Chapter 3: Code Red
The high-pitched tone from the television drilled into the silence of the kitchen. It was a clean, sharp sound, devoid of meaning but full of menace. No one moved. Sarah stood frozen, a dishtowel clutched in her hand. Mark’s face was a mask of disbelief. From the doorway of the living room, Lily and Tom watched, their cartoon forgotten, their small faces pale and confused by the sudden tension in the room.
Then, with a soft pop from the hallway, the kitchen lights flickered once and died. The tone from the television vanished at the same instant, plunging the room into the gray morning light and an even deeper silence.
"Circuit breaker," Mark said immediately. His voice was a little too loud in the quiet. He pushed himself off the counter, his movements jerky and uncertain. "Must have blown a fuse with all the... whatever is going on."
He disappeared down the hallway that led to the garage and the main electrical panel. Sarah instinctively reached for the light switch by the door and flipped it up and down several times. Nothing happened. The plastic click echoed in the dead air.
Quinn did not move. It was not a fuse. He knew it with a certainty that made his stomach clench into a tight, cold knot. He glanced at his phone again. The signal bars were gone. The Wi-Fi symbol had vanished. They were dark. They were cut off.
"Mom, the internet’s out," Tom said from the doorway. His voice trembled slightly.
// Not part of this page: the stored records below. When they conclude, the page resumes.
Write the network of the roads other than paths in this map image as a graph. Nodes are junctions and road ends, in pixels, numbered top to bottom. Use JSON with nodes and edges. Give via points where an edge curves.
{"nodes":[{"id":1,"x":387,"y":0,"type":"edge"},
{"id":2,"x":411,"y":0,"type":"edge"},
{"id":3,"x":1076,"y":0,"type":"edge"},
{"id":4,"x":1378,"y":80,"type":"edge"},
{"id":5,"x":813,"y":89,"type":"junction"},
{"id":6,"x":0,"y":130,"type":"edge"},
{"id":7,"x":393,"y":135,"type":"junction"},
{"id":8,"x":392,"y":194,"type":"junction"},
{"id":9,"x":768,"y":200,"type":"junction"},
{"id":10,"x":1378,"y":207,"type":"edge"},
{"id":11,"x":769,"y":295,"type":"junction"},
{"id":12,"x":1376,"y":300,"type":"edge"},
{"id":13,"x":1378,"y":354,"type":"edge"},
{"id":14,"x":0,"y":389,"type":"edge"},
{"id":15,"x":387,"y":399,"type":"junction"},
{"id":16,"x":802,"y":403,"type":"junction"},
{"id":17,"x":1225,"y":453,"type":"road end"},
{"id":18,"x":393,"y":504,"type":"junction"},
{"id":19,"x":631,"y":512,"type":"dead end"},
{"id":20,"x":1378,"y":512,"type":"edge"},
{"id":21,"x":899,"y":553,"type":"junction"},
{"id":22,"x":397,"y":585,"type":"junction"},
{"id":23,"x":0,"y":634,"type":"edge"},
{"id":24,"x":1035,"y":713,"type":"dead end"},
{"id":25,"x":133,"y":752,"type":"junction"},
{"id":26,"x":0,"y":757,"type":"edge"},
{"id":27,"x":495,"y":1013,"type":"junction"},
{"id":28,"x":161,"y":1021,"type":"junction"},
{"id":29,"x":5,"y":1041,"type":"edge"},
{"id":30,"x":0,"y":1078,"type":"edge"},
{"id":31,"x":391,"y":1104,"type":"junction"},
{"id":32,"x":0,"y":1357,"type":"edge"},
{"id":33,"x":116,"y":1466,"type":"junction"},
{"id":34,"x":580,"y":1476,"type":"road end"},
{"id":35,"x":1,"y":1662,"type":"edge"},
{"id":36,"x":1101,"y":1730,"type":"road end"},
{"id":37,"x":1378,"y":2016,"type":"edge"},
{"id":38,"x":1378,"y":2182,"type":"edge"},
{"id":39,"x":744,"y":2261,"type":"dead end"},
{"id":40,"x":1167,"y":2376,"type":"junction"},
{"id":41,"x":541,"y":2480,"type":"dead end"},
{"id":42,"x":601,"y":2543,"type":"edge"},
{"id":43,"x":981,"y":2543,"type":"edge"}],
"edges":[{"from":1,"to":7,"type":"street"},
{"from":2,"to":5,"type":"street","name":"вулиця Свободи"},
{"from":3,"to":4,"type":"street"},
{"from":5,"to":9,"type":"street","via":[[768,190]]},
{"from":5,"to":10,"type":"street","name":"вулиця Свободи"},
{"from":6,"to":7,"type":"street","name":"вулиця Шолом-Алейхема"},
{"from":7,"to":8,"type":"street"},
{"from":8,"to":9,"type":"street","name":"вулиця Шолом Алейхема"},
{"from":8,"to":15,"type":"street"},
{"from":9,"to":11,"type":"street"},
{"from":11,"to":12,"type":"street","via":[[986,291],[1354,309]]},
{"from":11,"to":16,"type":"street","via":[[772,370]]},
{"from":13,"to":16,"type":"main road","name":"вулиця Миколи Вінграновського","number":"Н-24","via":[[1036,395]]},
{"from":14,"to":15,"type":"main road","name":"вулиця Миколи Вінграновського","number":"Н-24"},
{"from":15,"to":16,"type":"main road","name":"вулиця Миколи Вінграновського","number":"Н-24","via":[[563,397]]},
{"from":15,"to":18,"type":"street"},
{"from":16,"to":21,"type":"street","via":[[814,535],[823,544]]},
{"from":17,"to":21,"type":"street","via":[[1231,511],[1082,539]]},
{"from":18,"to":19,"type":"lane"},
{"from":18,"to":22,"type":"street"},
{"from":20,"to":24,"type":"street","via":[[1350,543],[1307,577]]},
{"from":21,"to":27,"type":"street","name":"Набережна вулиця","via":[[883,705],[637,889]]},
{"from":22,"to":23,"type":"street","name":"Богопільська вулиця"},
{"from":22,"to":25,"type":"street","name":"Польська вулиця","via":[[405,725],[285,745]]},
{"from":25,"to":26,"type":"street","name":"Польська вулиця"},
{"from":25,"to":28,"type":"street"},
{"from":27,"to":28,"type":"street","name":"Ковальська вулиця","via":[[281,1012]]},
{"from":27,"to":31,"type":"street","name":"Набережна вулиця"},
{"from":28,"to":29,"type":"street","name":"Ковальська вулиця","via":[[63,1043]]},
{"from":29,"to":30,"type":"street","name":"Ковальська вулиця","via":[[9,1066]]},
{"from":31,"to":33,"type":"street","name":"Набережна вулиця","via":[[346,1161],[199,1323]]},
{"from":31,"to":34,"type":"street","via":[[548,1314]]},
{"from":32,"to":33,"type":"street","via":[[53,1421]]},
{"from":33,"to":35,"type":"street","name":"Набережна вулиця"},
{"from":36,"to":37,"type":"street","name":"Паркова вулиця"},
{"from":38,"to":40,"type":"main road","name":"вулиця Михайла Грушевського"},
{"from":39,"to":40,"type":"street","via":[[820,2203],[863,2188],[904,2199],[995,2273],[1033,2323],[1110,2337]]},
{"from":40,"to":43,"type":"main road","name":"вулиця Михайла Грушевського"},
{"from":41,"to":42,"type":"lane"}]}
He held up his tablet, the screen showing a page with a "No Connection" error. "I was trying to look up what’s happening at Blackwood."
"It’s okay, sweetie," Sarah said, her voice strained as she tried to project a calm she did not feel. "The power’s just out. It will come back on."
Mark returned from the garage, shaking his head. "It’s not the breakers. I flipped them all off and on again. Nothing." He looked around the room, at the blank, silent face of the microwave clock, the dark television screen. The reality of the situation was beginning to break through his denial. "The whole grid must be down."
Suddenly, the screen of Tom’s tablet flickered to life. For a few seconds, it had found a stray, dying signal from a distant tower. A social media page loaded, a chaotic feed of short, auto-playing videos. The connection was poor, the images grainy and broken, pixelating and freezing.